Understanding Tricky Cellular and Molecular Interactions in Pancreatic Tumor Microenvironment: New Food for Thought

Abstract

Pancreatic ductal adenocarcinoma (PDAC) represents 90% of all pancreatic cancer cases and shows a high mortality rate among all solid tumors. PDAC is often associated with poor prognosis, due to the late diagnosis that leads to metastasis development, and limited efficacy of available treatments. The tumor microenvironment (TME) represents a reliable source of novel targets for therapy, and even if many of the biological interactions among stromal, immune, and cancer cells that populate the TME have been studied, much more needs to be clarified. The great limitation in the efficacy of current standard chemoterapy is due to both the dense fibrotic inaccessible TME barrier surrounding cancer cells and the immunological evolution from a tumor-suppressor to an immunosuppressive environment. Nevertheless, combinatorial therapies may prove more effective at overcoming resistance mechanisms and achieving tumor cell killing. To achieve this result, a deeper understanding of the pathological mechanisms driving tumor progression and immune escape is required in order to design rationale-based therapeutic strategies. This review aims to summarize the present knowledge about cellular interactions in the TME, with much attention on immunosuppressive functioning and a specific focus on extracellular matrix (ECM) contribution.

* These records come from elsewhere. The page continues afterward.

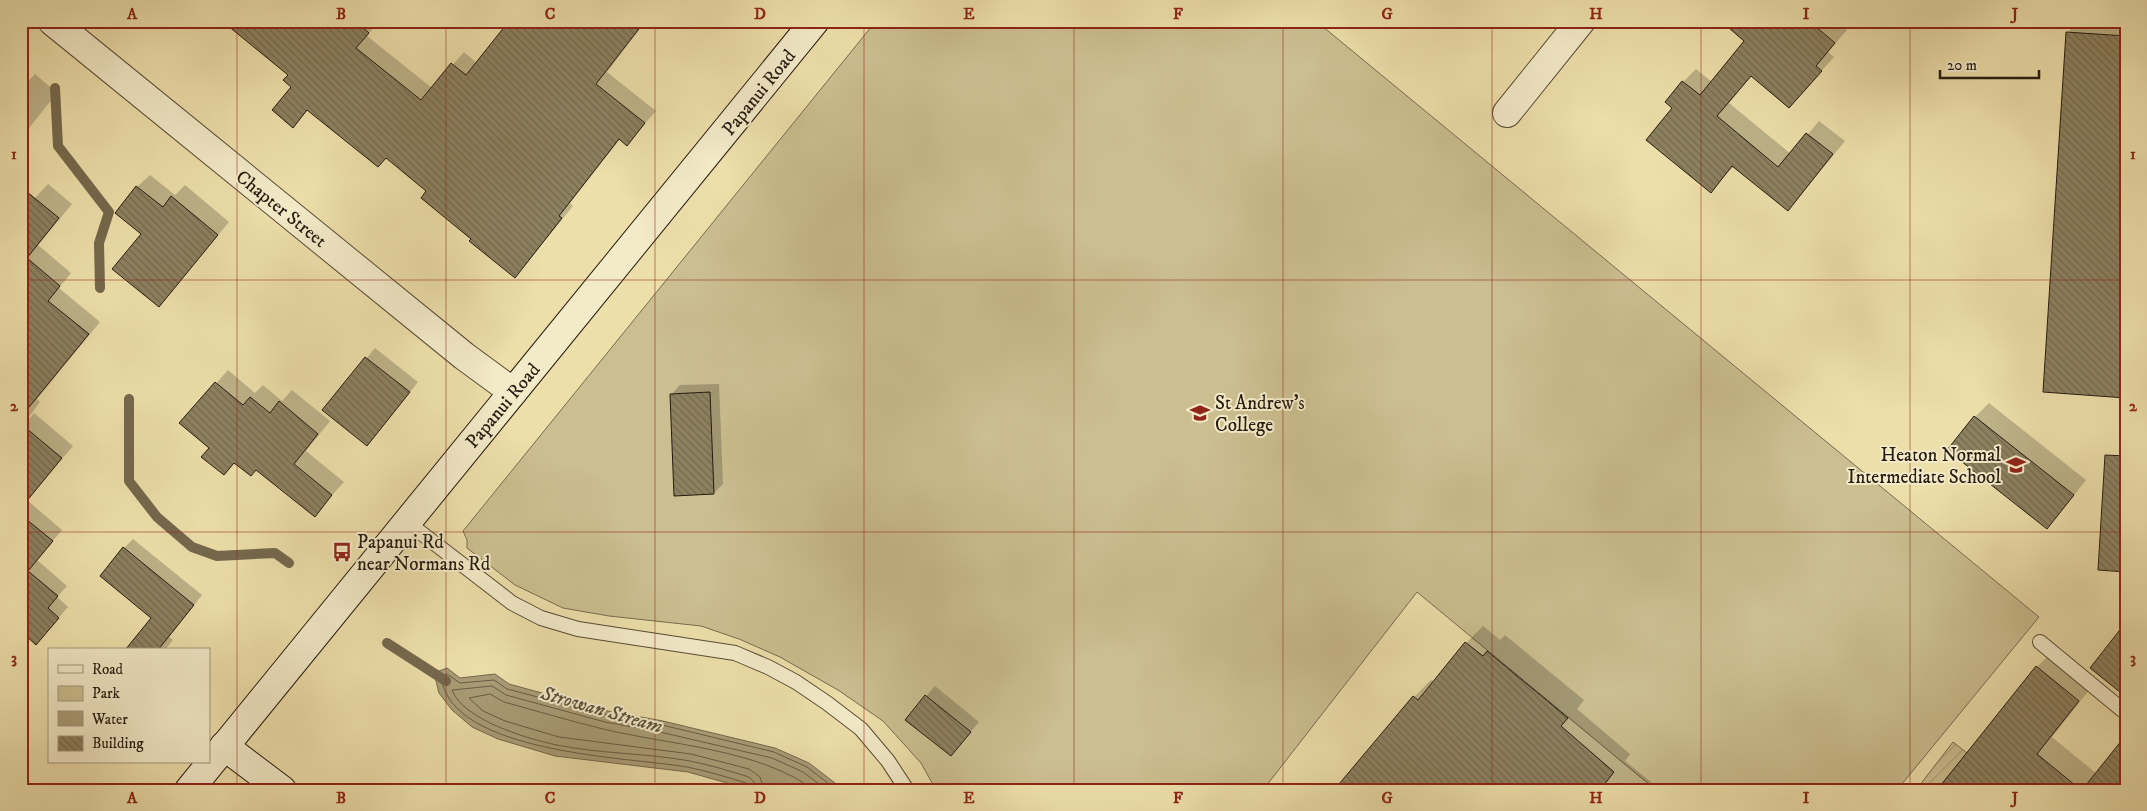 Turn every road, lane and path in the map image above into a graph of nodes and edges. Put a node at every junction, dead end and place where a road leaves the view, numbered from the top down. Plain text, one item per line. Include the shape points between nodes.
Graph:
1 (52, 21) edge
2 (815, 21) edge
3 (1581, 21) edge
4 (1507, 113) dead end
5 (513, 392) junction
6 (407, 522) junction
7 (2040, 642) dead end
8 (2126, 714) edge
9 (224, 746) junction
10 (210, 764) edge
11 (210, 764) edge
12 (189, 790) edge
13 (282, 790) edge
14 (907, 790) edge

1 - 5 main road, Chapter Street via 456,350
2 - 5 main road, Papanui Road
3 - 4 main road
5 - 6 main road, Papanui Road
6 - 9 main road, Papanui Road
6 - 14 lane via 512,603 541,618 578,629 734,653 796,682 861,729
7 - 8 lane
9 - 11 main road, Papanui Road
9 - 13 main road
10 - 12 main road, Papanui Road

Keywords: ECM; PDAC; TME; immune escape; immunotherapy.

Figure 1

Simplified scheme of stroma-mediated interaction in PDAC. Cancer-associated fibroblasts (CAFs) are crucial elements of the pancreatic ductal adenocarcinoma (PDAC) stroma. They include different subtypes: myofibroblastic, inflammatory, and antigen-presenting subtypes. Both cell–cell and paracrine interaction CAFs and PDAC cells are involved in manipulating the stroma. The cancer cells can induce, through transforming growth factor-β (TGFβ) signaling, the surrounding CAFs to adopt a myfibroblastic phenotype. Similarly, cancer cells produce IL-1, reprogramming CAFs to inflammatory CAFs, which, in turn, produce chemokines like IL-6 and sustain cancer growth. Antigen-presenting CAFs, expressing MHC class II molecules, modulate the immune cells in the stroma. Pancreatic stellate cells (PSCs) are mainly responsible for ECM deposition during PDAC, and are also able to modulate the immune response through the production and secretion of cytokines, such as CXCL12 and IL-6, negatively affecting T-cell activity and migration. Adapted from “PDAC histology” by BioRender.com (2022). Retrieved from https://app.biorender.com/biorender-templates.

Figure 2

Main strategies to overcome myeloid and Treg-mediated immunosuppression. Dendritic cells or inflammatory macrophages (TAMs M1) sustain the antitumor immune response through antigen presentation. Myeloid-derived suppressor cells (MDSCs), anti-inflammatory tumor-associated macrophages (TAMs M2), and regulatory T (Treg) cells regulate these processes by exploiting inhibitory pathways, thus establishing an immunosuppressive tumor microenvironment. Some of the most clinically relevant therapeutic strategies available to target those pathways are reported. Created with BioRender.com.